You can connect a debugger to subtap to step through tests as they run. Use --debug-brk to break at the start of each root subtest. Use --debug to break only at your breakpoints, such as those of debugger statements. By combining --debug-brk with -r<m> you can walk the debugger through only root subtests of your choosing.

The debugger runs as a separate process from subtap. By default, node serves the debugger on port 5858. You can select a different port <p> using the options --debug=<p> or --debug-brk=<p>. If you consistently use a different port, you can make your preferred port the default by adding --debug-port=<p> to the SUBTAP_DEFAULT_ARGS environment variable. For example, placing --debug-port=5859 in SUBTAP_DEFAULT_ARGS would cause --debug on the command line to use port 5859, without having to fully specify --debug=5859.

As you proceed with debugging using any output format but --fail, the terminal running subtap shows the current test filename and subtest name, as well as the descriptions and results of previously completed assertions.

Using the built-in debug client

Here are the steps for using subtap with node's built-in debug client:

  1. First run subtap using either --debug or --debug-brk.

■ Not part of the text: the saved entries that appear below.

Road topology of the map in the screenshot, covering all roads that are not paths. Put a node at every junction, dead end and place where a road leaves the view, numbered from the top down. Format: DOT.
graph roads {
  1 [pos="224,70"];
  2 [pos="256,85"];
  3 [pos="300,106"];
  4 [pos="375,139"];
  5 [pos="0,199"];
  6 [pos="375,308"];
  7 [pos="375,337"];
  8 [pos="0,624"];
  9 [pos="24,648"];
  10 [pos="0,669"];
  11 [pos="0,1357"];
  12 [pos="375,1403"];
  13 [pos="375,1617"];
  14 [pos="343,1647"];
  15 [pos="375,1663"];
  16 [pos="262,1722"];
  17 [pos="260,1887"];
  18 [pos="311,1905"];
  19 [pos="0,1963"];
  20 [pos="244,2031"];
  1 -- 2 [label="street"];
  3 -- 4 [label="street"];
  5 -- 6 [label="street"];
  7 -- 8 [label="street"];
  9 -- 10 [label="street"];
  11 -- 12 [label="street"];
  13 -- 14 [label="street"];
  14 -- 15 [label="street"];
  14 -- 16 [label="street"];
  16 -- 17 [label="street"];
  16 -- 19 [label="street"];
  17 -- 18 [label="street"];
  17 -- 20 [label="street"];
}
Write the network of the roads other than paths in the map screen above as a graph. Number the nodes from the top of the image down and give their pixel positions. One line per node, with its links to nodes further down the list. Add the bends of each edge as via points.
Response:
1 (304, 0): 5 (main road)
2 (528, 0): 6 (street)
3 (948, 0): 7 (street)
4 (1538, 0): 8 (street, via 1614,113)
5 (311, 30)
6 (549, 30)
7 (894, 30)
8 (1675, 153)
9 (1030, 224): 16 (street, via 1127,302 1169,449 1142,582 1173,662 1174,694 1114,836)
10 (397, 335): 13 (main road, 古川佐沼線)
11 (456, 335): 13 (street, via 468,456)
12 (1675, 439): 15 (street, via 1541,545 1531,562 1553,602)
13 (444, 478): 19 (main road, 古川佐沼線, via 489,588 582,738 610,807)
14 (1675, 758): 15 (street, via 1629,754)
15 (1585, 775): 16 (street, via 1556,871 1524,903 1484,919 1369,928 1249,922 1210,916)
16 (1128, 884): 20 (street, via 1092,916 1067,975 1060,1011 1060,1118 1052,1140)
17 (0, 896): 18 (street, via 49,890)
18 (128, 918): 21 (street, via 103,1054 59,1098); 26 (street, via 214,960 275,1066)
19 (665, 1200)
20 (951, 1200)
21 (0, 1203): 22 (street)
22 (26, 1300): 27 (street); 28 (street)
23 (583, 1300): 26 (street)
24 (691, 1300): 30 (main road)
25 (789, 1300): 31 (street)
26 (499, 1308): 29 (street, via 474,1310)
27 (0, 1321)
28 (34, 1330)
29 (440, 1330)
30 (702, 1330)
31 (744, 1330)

By default, these options listen for the debugger on port 5858. You will only see the line telling you this when using --stderr=mix, as otherwise the line gets stored for output later. If you ran with --debug-brk and any format but --fail, the terminal shows you the name of the subtest that is about to run.
  2. From a second terminal window, connect to subtap with the command node debug localhost:5858. You'll get only the response connecting to localhost:5858 ... ok. Apparently due to a bug (see my report), the source code context does not show immediately for our use case.
  3. Type 'n' or 's' to advance to the next line of code. The debugger now properly shows the source code context.
  4. If you ran with --debug-brk, the debugger will now be on the line rootSubtest(t). Step into this line with 's' to enter the source code for this subtest.
  5. Step through the debugger to debug your test. When you are ready to move on to the next test, type 'c' to continue the debugger. If you ran with --debug-brk, the debugger will automatically break at the next root subtest. If you ran with --debug, you'll stop wherever your next breakpoint is.
  6. Proceed from subtest to subtest debugging as you please. When a test file completes and subtap moves on to another test file, the debugger disconnects and reports program terminated. Enter run into the debugger to resume testing, though you may need to enter ctrl-C to get the debugger into the right context for this. Loop back to step 3 to continue debugging.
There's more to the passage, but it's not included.